Re: Question about Bluepill arduino using OnePulse mode

Post by ag123 »

actually, if there isn't a need to do a custom implementation, i'd recommend using adafruit's library
https://github.com/adafruit/DHT-sensor-library

I actually started with this library, and 'improved' it slightly using a standalone timer for the duration measurements
viewtopic.php?p=11447#p11447
viewtopic.php?p=3517#p3517

The other tweak is to use pinMode(pin, INPUT_PULLUP), this saves the pull up resistor and allows you to connect stm32 (board) directly to dht11/dht22.
ozcar
Posts: 143
Joined: Wed Apr 29, 2020 9:07 pm
Answers: 5

Re: Question about Bluepill arduino using OnePulse mode

Post by ozcar »

Always keen to learn about the mysteries of STM32 timers, I spent some more time looking at this.

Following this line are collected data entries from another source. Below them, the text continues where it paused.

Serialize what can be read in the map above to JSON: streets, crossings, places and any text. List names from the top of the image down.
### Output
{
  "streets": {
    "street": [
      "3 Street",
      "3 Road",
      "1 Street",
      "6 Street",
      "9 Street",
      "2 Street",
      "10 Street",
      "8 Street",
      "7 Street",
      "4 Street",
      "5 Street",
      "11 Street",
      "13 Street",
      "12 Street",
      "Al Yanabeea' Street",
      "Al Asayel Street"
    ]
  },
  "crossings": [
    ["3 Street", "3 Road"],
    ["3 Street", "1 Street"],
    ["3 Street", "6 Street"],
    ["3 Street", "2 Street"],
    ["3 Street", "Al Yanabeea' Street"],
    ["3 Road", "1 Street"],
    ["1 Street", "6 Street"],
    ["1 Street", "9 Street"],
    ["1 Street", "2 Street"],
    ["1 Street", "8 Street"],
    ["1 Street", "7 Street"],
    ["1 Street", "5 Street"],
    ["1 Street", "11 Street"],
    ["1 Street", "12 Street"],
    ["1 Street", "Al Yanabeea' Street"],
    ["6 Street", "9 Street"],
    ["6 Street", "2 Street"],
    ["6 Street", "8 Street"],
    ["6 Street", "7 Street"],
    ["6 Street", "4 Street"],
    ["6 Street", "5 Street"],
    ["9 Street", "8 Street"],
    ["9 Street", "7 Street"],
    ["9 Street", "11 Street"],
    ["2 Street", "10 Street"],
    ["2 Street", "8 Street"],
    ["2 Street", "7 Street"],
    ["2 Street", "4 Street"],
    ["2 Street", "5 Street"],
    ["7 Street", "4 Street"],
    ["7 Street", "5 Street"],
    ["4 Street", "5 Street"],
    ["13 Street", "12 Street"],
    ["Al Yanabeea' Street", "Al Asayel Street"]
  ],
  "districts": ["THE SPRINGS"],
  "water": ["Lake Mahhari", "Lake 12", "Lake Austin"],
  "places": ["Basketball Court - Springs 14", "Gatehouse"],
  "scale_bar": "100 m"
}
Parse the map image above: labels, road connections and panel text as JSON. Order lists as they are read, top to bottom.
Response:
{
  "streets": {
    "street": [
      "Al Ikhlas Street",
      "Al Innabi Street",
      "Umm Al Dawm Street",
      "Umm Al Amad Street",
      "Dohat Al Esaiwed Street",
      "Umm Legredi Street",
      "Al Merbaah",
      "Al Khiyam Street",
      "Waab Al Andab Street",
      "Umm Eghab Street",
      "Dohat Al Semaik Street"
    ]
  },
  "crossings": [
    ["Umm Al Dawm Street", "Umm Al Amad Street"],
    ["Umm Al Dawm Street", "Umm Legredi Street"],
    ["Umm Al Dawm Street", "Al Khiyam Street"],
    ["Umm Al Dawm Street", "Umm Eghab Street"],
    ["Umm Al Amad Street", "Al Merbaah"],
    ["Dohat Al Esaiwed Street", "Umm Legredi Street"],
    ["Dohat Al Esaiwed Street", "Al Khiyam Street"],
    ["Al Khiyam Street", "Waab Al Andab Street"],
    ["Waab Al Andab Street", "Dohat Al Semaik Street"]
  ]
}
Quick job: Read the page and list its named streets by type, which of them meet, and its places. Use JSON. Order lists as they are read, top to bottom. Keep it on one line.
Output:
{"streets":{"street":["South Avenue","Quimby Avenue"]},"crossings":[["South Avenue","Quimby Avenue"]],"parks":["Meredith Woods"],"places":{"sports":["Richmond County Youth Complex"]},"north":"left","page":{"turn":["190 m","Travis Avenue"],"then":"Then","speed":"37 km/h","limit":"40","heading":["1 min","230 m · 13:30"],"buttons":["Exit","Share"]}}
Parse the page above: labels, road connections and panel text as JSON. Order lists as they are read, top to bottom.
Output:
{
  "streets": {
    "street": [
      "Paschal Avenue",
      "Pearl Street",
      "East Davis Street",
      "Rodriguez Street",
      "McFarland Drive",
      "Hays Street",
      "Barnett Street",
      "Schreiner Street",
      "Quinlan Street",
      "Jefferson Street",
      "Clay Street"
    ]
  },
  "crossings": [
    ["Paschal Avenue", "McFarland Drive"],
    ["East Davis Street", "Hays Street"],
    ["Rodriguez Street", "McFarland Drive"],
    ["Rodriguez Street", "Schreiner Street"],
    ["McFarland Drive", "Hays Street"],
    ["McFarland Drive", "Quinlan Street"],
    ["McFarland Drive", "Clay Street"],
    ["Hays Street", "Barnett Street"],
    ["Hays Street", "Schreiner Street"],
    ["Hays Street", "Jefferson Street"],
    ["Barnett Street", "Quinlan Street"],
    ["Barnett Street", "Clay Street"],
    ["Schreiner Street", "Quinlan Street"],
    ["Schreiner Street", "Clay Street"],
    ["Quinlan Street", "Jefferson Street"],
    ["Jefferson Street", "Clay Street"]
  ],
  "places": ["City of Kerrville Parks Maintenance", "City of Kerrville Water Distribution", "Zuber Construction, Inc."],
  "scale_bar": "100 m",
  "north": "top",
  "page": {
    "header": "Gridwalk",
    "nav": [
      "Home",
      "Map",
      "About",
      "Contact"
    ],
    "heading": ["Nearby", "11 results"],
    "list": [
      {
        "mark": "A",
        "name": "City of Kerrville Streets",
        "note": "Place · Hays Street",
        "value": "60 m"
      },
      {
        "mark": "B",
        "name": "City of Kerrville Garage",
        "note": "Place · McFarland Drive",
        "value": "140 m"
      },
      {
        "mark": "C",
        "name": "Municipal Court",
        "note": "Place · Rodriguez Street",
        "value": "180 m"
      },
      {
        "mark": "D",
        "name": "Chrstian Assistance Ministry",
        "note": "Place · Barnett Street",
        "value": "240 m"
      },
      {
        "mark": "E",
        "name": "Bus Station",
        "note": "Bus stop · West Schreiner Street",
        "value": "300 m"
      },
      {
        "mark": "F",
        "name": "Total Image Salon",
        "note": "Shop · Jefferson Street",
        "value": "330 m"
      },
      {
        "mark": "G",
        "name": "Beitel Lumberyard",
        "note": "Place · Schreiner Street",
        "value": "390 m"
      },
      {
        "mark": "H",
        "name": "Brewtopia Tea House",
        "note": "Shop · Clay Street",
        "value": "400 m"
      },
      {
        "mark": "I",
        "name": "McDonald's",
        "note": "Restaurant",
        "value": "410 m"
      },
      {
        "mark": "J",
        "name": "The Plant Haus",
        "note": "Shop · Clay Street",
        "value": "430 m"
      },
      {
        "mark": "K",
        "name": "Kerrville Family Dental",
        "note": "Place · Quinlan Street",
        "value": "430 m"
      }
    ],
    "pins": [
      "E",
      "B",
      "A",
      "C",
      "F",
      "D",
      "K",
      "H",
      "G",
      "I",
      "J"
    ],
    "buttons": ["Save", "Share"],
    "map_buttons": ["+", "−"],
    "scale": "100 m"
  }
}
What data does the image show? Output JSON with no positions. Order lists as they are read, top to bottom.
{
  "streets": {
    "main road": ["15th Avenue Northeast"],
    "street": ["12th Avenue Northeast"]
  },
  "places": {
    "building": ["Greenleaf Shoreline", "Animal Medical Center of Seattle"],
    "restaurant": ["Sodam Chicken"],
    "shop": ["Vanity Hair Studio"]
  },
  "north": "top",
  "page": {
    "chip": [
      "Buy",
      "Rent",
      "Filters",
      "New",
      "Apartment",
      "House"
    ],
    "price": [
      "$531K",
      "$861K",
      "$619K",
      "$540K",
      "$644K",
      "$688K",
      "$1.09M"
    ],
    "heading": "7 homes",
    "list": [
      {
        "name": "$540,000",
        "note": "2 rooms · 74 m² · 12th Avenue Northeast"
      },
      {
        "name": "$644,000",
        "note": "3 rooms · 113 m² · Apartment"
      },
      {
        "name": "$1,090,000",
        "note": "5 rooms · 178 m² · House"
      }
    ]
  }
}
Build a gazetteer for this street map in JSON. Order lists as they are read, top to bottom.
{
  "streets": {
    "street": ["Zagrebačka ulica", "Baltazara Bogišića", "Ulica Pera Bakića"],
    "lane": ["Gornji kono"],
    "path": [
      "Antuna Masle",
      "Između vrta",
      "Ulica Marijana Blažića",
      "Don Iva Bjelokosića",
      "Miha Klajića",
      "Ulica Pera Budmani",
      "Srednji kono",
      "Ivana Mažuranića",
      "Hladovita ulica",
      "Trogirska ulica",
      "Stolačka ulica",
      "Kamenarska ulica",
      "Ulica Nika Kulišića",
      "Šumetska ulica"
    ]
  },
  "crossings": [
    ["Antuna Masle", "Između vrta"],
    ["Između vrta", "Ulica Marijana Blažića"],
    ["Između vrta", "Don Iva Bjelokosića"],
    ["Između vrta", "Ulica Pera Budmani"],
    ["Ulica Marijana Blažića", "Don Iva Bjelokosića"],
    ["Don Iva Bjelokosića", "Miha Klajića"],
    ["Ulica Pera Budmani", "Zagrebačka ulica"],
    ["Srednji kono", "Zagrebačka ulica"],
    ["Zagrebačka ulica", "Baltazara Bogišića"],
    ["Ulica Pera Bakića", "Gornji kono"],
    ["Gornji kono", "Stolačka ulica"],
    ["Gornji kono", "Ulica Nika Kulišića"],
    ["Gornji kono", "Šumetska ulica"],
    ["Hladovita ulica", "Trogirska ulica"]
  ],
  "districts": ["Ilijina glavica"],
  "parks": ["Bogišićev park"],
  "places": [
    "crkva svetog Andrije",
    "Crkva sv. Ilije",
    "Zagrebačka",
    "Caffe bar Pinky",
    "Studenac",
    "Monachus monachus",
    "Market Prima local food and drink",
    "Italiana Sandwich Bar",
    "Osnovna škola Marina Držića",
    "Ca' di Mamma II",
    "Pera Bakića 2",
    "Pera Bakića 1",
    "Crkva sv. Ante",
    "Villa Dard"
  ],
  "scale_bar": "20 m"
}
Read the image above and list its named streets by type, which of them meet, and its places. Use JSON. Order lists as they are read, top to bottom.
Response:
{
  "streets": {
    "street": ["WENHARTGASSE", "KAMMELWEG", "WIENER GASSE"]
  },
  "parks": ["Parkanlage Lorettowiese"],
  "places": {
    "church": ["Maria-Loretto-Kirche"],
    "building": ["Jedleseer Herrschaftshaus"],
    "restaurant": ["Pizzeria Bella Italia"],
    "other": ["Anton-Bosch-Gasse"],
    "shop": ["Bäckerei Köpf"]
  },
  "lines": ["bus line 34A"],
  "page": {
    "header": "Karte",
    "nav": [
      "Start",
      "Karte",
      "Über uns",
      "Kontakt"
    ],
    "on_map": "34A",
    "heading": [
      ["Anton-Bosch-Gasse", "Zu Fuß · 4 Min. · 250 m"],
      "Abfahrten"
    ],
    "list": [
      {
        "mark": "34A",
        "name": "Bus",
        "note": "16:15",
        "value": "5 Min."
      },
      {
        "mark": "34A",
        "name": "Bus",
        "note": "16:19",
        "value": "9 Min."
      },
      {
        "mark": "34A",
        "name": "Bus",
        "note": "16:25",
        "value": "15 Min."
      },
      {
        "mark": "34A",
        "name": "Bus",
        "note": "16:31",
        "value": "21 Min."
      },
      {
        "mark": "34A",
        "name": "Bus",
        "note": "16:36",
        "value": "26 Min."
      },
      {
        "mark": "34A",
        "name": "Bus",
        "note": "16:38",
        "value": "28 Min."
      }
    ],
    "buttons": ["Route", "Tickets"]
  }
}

I reduced the data-capturing ISR from this (before the array bound check was added) :

Code: Select all

void handler_channel_1(void) {                           //This function is called when channel 1 is captured.
    if (0b1 & GPIOA_BASE->IDR  >> 0) {                     //If the receiver channel 1 input pulse on A0 is high.
      channel_1_start = TIMER2_BASE->CCR1;                 //Record the start time of the pulse.
      TIMER2_BASE->CCER |= TIMER_CCER_CC1P;                //Change the input capture mode to the falling edge of the pulse.
      digitalWrite(PB11, HIGH);
    }
    else {                                                 //If the receiver channel 1 input pulse on A0 is low.
      channel_1 = TIMER2_BASE->CCR1 - channel_1_start;     //Calculate the total pulse time.
      if (channel_1 < 0)channel_1 += 0xFFFF;               //If the timer has rolled over a correction is needed.
      TIMER2_BASE->CCER &= ~TIMER_CCER_CC1P;               //Change the input capture mode to the rising edge of the pulse.
      DHT11_data[index1++]=channel_1;
      digitalWrite(PB11, LOW);
  //    Serial2.println(index1);
    }
}
to this:

Code: Select all

void handler_channel_fall(void)                       // Called when channel 2 (falling) edge has been captured.
{
      DHT11_data[index1++] = TIMER2_BASE->CCR2 - TIMER2_BASE->CCR1; // fall time - rise time
      if ( index1==41 ) TIMER2_BASE->CCER = 0;        // stop input capture
}
OK, so that no longer reflects the status of the sensor input to PB11, which I assume was for diagnostic purposes. It uses half the number of interrupts compared to the original, as it only interrupts on falling edges, not both rising and falling.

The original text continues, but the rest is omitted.